De pronto se detiene, por cierto motivo que no podría precisar, y levanta la vista al cielo; se ha vuelto de un tono verdoso, parecido al de las piedras en una playa de piedras. El sol sigue en el mismo lugar. Sin embargo el hombre viejo calcula que debe haber caminado por lo menos una hora, ya que su paso es lento. Recuerda cómo sus amigos se reían de él cuando al ver un paisaje repetía “qué hermosos colores”, impresionado por la variación o el contraste de los tintes. Ahora podría decirlo con más de un motivo, pero no parece haber nadie que lo escuche. El color de todo lo que está viendo no proviene de sus componentes; al acercarse nada tiene los colores que aparenta, aunque son igualmente intensos. Es como un efecto luminoso que no puede descifrar.

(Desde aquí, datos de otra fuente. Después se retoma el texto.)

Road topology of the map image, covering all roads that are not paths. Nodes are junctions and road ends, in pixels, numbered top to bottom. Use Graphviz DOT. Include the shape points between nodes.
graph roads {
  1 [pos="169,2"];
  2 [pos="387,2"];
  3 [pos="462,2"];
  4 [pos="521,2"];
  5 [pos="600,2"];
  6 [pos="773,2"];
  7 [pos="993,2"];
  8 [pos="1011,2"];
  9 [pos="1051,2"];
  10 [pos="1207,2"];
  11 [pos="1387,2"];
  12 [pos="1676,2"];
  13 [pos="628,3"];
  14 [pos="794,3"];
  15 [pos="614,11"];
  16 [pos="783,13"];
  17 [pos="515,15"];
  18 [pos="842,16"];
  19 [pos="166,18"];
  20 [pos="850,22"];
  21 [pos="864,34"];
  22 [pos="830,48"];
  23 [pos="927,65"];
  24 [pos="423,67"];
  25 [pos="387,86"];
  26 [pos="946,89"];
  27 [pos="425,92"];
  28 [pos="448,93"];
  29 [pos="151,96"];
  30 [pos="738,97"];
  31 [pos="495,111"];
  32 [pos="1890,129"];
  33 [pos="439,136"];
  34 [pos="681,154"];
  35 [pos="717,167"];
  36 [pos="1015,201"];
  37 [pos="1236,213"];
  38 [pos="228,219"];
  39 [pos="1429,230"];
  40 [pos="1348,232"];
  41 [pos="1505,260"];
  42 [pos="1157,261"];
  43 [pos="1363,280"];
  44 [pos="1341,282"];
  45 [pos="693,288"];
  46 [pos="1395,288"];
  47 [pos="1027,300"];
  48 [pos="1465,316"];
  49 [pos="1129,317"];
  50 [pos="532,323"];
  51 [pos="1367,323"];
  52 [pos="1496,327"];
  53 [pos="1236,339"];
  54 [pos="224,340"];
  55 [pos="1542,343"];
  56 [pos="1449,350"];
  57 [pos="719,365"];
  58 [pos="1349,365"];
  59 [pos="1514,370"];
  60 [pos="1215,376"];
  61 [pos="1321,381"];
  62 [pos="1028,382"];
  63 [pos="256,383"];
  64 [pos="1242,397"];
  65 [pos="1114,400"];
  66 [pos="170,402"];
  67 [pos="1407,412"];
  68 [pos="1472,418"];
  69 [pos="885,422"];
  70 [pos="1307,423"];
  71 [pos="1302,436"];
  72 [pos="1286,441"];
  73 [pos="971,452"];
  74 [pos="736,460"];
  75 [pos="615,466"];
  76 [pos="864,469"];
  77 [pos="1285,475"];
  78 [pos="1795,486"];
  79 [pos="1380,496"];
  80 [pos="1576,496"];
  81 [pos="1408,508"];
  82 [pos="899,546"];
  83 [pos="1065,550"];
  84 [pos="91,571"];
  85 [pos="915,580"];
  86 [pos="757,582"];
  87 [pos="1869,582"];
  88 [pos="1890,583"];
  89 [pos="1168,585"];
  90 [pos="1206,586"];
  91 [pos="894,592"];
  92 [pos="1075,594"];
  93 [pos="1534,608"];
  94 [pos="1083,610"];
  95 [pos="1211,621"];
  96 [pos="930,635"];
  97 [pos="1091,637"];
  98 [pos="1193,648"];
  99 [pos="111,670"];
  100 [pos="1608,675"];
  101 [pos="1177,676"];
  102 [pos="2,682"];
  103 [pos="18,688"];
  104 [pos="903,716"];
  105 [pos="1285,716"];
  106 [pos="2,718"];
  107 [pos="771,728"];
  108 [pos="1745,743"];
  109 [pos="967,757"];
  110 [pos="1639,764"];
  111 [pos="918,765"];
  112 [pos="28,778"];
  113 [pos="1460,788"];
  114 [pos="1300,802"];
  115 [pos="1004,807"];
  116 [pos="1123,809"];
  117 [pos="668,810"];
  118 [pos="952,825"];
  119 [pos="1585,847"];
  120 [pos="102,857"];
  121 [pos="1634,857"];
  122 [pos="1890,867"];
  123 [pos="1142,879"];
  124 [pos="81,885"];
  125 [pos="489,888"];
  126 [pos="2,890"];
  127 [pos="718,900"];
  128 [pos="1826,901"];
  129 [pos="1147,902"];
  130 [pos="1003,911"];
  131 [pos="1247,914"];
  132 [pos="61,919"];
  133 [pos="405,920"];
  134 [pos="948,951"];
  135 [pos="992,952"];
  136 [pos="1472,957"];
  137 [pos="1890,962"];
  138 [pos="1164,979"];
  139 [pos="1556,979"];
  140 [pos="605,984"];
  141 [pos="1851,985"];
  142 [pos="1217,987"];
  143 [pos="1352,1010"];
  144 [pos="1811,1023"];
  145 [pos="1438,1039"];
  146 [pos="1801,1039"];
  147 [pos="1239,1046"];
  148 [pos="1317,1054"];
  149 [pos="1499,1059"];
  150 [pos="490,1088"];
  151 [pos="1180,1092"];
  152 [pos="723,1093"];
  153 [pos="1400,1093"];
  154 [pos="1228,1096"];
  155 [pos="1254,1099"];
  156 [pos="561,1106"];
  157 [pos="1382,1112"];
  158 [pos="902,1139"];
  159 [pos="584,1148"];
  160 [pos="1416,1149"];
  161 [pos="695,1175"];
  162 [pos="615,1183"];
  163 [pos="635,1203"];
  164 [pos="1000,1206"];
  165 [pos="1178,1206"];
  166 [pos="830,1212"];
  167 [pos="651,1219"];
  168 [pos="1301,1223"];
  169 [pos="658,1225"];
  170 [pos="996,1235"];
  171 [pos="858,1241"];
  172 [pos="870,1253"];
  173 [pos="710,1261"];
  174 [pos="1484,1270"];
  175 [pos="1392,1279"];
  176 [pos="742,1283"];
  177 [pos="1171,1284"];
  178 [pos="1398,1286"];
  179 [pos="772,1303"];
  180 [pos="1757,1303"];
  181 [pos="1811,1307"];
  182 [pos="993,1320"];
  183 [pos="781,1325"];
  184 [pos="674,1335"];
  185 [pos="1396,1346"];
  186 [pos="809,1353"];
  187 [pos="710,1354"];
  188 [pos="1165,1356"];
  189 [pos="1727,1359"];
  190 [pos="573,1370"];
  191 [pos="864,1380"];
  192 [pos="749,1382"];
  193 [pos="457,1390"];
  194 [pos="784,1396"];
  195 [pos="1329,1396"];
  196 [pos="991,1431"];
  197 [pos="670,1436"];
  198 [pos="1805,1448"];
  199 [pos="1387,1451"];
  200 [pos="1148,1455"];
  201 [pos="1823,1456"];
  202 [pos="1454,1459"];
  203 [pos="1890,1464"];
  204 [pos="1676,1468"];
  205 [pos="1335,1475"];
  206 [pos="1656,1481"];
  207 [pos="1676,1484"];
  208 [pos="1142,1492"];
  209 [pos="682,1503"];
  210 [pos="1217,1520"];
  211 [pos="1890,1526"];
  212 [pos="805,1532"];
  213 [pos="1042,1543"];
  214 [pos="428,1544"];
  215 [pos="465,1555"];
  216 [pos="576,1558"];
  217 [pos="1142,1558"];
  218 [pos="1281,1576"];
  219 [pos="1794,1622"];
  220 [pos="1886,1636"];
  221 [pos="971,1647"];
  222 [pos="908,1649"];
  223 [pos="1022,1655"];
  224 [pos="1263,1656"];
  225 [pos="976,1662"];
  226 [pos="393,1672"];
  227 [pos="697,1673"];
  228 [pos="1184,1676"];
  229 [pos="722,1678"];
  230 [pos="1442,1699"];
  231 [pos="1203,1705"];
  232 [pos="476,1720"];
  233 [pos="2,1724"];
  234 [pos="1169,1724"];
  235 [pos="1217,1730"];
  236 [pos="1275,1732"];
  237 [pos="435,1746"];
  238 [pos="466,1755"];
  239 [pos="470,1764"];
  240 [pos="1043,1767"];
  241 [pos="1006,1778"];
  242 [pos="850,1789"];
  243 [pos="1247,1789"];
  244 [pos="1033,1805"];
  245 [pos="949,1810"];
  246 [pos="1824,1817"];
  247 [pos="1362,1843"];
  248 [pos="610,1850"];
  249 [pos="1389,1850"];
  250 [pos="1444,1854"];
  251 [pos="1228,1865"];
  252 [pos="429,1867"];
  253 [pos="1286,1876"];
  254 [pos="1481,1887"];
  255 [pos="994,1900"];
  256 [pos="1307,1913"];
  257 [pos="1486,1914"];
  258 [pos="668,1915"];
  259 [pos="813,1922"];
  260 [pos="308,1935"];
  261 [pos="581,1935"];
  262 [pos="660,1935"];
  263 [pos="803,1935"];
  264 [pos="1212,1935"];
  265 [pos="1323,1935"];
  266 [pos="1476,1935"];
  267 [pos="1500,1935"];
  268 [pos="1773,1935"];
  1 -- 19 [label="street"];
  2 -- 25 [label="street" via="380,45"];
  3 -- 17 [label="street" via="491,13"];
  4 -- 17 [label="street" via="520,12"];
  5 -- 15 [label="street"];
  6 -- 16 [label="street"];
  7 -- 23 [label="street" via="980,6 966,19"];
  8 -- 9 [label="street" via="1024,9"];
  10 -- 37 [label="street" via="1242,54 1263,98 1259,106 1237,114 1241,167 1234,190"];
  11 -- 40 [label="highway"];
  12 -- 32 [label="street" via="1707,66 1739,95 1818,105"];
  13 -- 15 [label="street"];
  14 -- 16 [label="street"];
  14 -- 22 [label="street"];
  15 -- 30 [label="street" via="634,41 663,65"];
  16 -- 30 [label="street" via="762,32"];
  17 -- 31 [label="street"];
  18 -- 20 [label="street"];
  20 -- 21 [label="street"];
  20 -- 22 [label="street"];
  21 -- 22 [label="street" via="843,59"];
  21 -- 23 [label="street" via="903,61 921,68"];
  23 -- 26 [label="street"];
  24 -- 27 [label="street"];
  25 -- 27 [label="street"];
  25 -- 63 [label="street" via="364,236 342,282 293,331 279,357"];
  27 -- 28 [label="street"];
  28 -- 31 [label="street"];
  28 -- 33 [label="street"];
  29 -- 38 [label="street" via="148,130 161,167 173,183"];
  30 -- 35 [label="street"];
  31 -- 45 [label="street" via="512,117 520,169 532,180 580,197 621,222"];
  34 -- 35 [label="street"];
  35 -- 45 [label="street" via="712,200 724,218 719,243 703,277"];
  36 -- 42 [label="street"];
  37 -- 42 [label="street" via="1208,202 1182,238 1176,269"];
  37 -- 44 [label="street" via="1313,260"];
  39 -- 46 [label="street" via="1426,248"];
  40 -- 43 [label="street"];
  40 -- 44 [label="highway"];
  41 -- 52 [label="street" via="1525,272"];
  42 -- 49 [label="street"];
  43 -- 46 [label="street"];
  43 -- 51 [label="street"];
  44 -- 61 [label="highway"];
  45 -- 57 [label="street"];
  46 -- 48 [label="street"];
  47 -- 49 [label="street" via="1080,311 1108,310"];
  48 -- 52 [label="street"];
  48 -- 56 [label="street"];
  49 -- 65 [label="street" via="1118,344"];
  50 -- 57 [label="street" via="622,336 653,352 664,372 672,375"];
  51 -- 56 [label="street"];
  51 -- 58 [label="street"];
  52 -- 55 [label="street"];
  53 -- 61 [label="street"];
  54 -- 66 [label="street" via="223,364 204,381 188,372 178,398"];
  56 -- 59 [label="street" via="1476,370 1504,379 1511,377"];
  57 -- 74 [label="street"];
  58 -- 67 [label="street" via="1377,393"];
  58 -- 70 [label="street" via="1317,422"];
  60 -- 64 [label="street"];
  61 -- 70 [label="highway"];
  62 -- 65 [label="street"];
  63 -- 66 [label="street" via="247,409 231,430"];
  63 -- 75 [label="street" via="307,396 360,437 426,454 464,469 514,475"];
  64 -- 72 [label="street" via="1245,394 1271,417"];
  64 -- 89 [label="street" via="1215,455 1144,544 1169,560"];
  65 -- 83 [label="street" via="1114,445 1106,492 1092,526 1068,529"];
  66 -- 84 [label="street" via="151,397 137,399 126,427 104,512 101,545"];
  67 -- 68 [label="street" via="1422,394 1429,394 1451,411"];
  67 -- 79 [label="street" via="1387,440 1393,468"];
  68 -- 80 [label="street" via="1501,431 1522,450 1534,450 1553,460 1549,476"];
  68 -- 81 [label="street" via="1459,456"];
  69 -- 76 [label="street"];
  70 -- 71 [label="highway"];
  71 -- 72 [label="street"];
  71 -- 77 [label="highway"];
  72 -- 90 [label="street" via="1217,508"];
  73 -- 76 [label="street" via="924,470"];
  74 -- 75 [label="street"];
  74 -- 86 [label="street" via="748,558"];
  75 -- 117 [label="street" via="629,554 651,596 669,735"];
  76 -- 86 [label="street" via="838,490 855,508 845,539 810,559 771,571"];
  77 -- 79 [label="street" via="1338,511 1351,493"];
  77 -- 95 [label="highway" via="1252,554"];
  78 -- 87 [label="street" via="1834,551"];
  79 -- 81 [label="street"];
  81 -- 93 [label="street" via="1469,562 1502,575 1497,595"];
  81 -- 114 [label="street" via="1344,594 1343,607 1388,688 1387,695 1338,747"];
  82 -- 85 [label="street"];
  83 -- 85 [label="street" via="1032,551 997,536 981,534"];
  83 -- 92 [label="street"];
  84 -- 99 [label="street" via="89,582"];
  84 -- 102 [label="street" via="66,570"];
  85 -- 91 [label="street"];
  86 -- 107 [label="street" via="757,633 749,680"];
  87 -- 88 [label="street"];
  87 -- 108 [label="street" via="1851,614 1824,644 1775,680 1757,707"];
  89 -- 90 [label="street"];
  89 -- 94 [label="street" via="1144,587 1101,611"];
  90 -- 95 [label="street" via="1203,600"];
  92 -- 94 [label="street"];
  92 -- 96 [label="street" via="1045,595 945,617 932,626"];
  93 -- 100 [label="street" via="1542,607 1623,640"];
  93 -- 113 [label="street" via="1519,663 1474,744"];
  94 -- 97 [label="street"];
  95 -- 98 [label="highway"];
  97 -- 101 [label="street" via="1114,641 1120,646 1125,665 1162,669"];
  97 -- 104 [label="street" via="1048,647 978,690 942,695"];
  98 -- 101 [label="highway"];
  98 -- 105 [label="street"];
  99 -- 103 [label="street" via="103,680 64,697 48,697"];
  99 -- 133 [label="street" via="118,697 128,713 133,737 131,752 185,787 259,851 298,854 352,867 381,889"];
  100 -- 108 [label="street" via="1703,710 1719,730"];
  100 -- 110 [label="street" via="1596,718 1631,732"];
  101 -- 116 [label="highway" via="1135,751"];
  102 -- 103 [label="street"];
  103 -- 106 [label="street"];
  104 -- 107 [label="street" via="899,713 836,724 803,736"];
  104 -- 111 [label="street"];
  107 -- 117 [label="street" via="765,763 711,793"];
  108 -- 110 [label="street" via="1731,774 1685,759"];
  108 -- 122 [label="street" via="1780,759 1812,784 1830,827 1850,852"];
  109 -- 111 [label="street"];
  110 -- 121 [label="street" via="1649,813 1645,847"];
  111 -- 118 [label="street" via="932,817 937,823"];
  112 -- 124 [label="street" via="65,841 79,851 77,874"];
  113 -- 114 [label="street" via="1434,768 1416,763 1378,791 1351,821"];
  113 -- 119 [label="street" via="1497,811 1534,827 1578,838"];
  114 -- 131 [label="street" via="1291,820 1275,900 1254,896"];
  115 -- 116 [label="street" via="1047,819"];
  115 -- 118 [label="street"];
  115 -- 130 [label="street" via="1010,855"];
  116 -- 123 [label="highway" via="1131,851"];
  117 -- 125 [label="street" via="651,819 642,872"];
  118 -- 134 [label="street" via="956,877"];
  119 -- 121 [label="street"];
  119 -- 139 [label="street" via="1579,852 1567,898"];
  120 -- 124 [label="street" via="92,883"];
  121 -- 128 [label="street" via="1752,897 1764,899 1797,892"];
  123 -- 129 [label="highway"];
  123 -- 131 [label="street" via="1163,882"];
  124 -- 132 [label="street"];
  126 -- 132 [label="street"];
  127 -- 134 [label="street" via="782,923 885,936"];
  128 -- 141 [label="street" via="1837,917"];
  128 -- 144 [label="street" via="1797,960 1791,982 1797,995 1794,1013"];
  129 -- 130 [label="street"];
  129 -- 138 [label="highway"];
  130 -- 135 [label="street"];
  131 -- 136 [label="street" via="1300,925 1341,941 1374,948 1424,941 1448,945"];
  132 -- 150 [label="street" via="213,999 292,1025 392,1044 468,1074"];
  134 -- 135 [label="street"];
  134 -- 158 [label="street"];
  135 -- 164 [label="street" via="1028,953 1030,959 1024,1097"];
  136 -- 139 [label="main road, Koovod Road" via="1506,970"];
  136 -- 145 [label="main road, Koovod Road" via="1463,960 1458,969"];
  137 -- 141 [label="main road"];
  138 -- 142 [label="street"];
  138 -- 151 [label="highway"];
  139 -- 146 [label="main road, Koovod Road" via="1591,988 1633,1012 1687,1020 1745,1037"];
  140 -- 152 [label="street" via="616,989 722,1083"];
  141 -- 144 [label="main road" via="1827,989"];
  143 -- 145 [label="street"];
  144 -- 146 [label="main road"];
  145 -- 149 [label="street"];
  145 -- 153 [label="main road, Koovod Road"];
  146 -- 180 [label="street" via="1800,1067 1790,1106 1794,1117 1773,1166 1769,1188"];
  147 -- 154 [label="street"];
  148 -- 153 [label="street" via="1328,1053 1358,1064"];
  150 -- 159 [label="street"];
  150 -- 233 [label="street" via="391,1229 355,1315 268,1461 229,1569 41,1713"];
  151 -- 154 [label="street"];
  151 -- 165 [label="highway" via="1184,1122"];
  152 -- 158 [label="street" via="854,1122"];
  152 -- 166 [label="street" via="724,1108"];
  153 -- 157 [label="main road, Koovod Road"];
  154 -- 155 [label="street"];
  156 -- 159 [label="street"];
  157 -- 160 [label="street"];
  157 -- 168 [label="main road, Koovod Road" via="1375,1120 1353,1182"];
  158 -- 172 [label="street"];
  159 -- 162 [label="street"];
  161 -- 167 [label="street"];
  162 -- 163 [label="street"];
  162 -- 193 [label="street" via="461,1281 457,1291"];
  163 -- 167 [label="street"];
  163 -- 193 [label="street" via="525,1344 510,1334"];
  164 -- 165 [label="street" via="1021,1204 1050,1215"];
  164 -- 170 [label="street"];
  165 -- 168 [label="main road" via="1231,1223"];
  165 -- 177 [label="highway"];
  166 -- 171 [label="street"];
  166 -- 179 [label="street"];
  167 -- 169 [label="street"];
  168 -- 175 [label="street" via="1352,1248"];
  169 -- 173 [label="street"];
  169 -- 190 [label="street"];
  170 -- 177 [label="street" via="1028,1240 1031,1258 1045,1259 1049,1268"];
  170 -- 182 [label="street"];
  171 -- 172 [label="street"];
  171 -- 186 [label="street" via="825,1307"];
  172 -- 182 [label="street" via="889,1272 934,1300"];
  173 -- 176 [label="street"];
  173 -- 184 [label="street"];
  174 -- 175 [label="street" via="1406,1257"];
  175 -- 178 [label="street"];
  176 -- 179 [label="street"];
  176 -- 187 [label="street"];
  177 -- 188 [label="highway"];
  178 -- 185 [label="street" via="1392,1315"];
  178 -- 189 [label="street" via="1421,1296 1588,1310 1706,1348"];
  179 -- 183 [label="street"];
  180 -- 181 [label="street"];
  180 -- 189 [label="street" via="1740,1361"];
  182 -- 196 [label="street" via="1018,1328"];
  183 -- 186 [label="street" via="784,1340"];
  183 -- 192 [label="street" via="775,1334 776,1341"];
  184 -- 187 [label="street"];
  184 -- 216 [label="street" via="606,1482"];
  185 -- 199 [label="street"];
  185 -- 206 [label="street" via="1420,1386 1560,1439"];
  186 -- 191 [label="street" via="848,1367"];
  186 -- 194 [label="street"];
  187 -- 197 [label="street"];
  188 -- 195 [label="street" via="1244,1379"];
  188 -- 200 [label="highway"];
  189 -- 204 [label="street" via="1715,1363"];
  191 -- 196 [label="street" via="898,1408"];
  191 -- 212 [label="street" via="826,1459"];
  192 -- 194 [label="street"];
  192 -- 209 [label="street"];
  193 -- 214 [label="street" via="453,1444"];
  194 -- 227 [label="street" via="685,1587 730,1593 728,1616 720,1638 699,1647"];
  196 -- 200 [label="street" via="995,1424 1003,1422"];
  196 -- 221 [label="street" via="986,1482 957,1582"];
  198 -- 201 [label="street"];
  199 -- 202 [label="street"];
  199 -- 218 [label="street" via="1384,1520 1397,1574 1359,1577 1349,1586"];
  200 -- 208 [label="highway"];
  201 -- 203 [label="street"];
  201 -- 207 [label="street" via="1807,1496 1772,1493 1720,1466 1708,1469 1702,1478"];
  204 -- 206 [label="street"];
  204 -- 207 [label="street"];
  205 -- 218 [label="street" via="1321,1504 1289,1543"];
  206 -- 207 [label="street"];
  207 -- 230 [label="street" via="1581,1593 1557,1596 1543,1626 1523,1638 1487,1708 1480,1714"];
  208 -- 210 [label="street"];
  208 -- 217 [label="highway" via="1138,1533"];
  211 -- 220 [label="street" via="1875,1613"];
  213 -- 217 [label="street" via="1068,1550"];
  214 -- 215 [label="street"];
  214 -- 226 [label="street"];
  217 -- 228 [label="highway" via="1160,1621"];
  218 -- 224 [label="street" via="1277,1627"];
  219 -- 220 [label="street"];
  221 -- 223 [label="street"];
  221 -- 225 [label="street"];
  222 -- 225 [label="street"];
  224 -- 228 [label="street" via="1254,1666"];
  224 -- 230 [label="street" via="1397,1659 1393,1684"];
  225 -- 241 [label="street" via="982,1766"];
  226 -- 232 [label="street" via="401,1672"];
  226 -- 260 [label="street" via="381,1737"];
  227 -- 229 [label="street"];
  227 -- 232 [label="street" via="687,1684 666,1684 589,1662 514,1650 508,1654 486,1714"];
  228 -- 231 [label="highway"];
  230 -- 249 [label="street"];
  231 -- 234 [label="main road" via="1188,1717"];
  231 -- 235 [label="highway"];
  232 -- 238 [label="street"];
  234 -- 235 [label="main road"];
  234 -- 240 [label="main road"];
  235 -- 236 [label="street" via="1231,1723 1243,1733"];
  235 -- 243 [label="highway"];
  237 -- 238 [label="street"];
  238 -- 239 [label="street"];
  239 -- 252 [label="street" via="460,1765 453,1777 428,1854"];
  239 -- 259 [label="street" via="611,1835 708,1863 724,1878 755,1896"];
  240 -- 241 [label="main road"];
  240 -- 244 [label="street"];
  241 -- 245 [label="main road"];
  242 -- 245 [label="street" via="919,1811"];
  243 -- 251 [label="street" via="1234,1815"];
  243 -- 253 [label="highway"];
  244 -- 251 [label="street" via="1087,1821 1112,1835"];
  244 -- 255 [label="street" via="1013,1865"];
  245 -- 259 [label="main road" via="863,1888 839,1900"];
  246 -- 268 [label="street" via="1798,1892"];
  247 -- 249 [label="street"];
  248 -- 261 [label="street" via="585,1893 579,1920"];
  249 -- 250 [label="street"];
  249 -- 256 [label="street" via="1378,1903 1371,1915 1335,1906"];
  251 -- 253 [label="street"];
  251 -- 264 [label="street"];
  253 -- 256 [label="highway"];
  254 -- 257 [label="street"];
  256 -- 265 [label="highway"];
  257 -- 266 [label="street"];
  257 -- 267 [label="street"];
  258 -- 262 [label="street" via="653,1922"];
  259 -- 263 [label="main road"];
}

Respira profundamente para tomar aire, y siente los tres aromas que se mezclan en uno sin confundirse entre sí. Algo viene a su mente y trata de recordarlo, de retenerlo; pero es en vano. Todo se vuelve confuso. Mira hacia el horizonte desde el centro de la calle y no ve nada. Pero no está ciego; no es producto de sus ojos cansados. Simplemente al final de la calle no hay nada.

Se acomoda el bolso en el hombro y gira en redondo con la mirada atenta. Y algo más acá de la mitad del camino ya recorrido ve una construcción grande y antigua. Aguza las pupilas entornando los párpados y distingue un cartel de hierro colgante que dice “HOTEL”. Sin hacerse preguntas desanda lo andado hasta llegar allí. Seca nuevamente su frente transpirada y apoya el bolso en el suelo.

Al mirarlo, el edificio se le antoja una verruga peluda o una garrapata en el lomo de un gigante animal imaginado, que es el paisaje de lo que hasta ahora no se parece a un pueblo propiamente dicho. En pocos segundos pero lentamente va dándose cuenta de que el entorno cambia a medida que se lo recorre; los colores, las formas de las casas, las texturas de las mismas cosas varían al tiempo que se avanza -o se retrocede-. Sutilmente; pero nada es igual cuando vuelve a mirarlo.